The ongoing debate about the so-called “hidden ownership” acquisition strategy (also referred to as “stealth stake-building” or “creeping acquisitions”) illustrates how ownership disclosure can be costly for bidders. Hidden ownership consists of building a stake in the target firm through financial instruments that are not subject to ownership disclosure requirements. Several controversial acquisitions reflect anecdotally the occurrence and importance of these mechanisms in Europe.

The results from our analysis reveal that the implementation of the TPD was indeed followed by a significant drop in takeover activity. This decline was particularly sharp in the European countries with more dynamic takeover markets. The pattern is present among public companies ‒the only ones subject to the regulation‒ but not among private firms. Further corroborating the effect of disclosure regulation, we observe an additional drop-off in a later tightening of the directive.

To verify that the decline in M&A deals was related to an increase in acquisition costs, we also analyze share prices of acquirers and targets in the days surrounding the announcement of the deal. We observe the following: i) Stock returns of the target companies were higher after the directive. In other words, the acquisition premiums increased. ii) Stock returns of the acquiring companies were lower after the directive. iii) Bidder toeholds were smaller after the directive. That is to say, potential buyers had smaller stakes in their targets before announcing their takeover attempts.

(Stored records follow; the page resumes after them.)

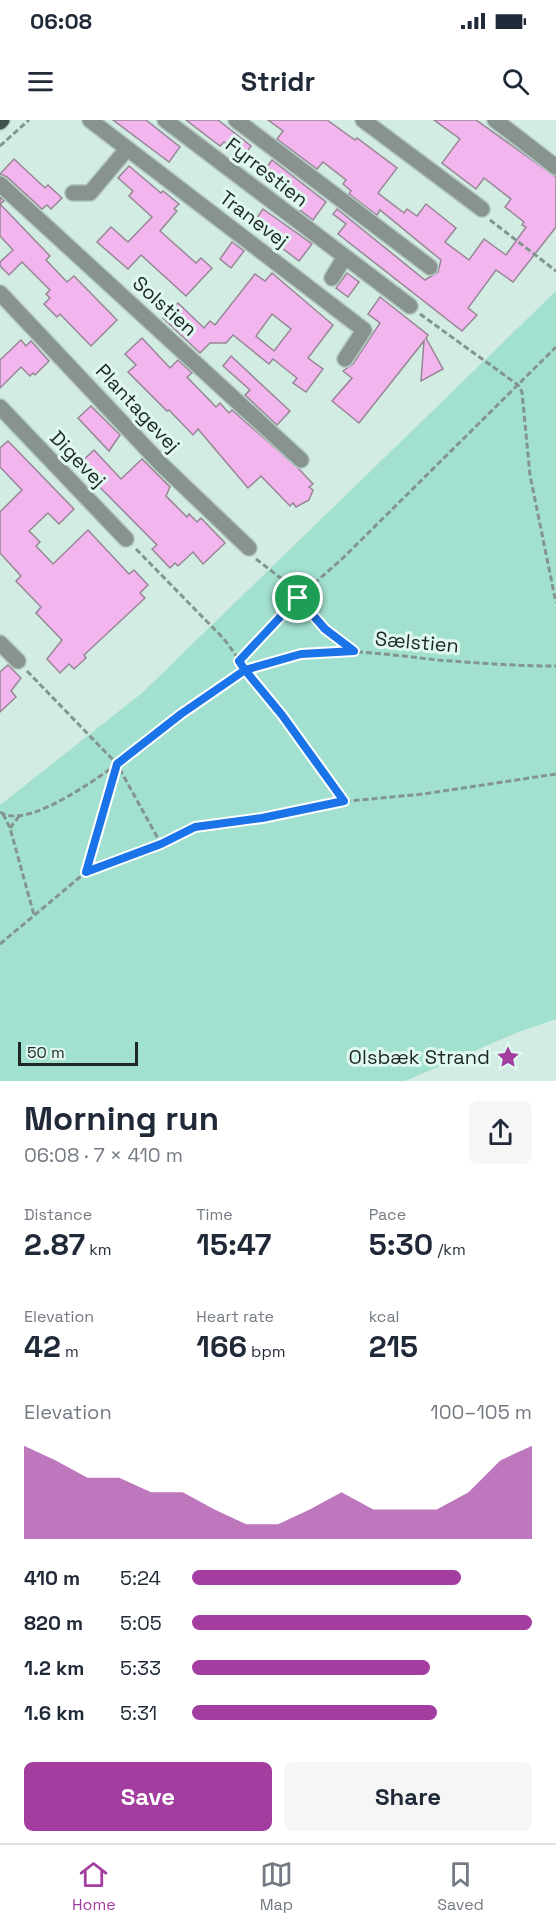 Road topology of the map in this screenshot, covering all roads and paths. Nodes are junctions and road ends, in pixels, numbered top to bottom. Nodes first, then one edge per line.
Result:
1 (30, 120) edge
2 (90, 120) edge
3 (165, 120) edge
4 (236, 120) edge
5 (363, 120) edge
6 (495, 120) edge
7 (0, 146) edge
8 (128, 149) junction
9 (556, 167) edge
10 (0, 184) edge
11 (73, 193) dead end
12 (482, 209) joint
13 (344, 258) junction
14 (430, 267) dead end
15 (556, 271) edge
16 (332, 278) dead end
17 (0, 293) edge
18 (410, 306) joint
19 (556, 347) edge
20 (345, 359) dead end
21 (518, 385) junction
22 (0, 407) edge
23 (301, 460) dead end
24 (126, 539) joint
25 (249, 548) joint
26 (298, 598) junction
27 (556, 603) edge
28 (0, 643) edge
29 (354, 651) junction
30 (18, 661) joint
31 (239, 661) junction
32 (556, 666) edge
33 (245, 670) junction
34 (117, 764) junction
35 (556, 774) edge
36 (344, 801) junction
37 (2, 813) edge
38 (20, 816) junction
39 (10, 828) junction
40 (161, 844) junction
41 (86, 872) junction
42 (34, 915) junction
43 (0, 937) edge
44 (2, 942) edge

1 - 7 path
2 - 8 street, Tranevej
3 - 13 street, Fyrrestien
4 - 14 street
5 - 12 street
6 - 9 street
8 - 11 street
8 - 20 street, Tranevej
10 - 23 street, Solstien
12 - 15 path
13 - 16 street
13 - 18 street, Fyrrestien
17 - 25 street, Plantagevej
18 - 21 path
19 - 21 path
21 - 26 path
21 - 27 path
22 - 24 street, Digevej
24 - 31 path
25 - 26 path
26 - 29 path
26 - 31 path
28 - 30 street
29 - 32 path, Sælstien
29 - 33 path, Sælstien
30 - 34 path
31 - 33 path
33 - 34 path, Sælstien
33 - 36 path
34 - 38 path, Sælstien
34 - 40 path
34 - 41 path
35 - 36 path
36 - 40 path
37 - 38 path, Sælstien
37 - 39 path
38 - 39 path
39 - 42 path
40 - 41 path
41 - 42 path
42 - 44 path
43 - 44 path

Overall, our evidence suggests that tighter disclosure requirements can impose significant acquisition costs on bidders and thus slow down takeover activity.  The results also indicate that, rather than stimulating less active takeover markets, the disclosure regulation appears to have slowed down markets that are more dynamic. That saidr, we call for caution when interpreting these results from a welfare perspective; while a decrease in takeover activity could increase agency costs and/or impair economic productivity; such a decrease could be desirable if it is concentrated in socially suboptimal takeovers.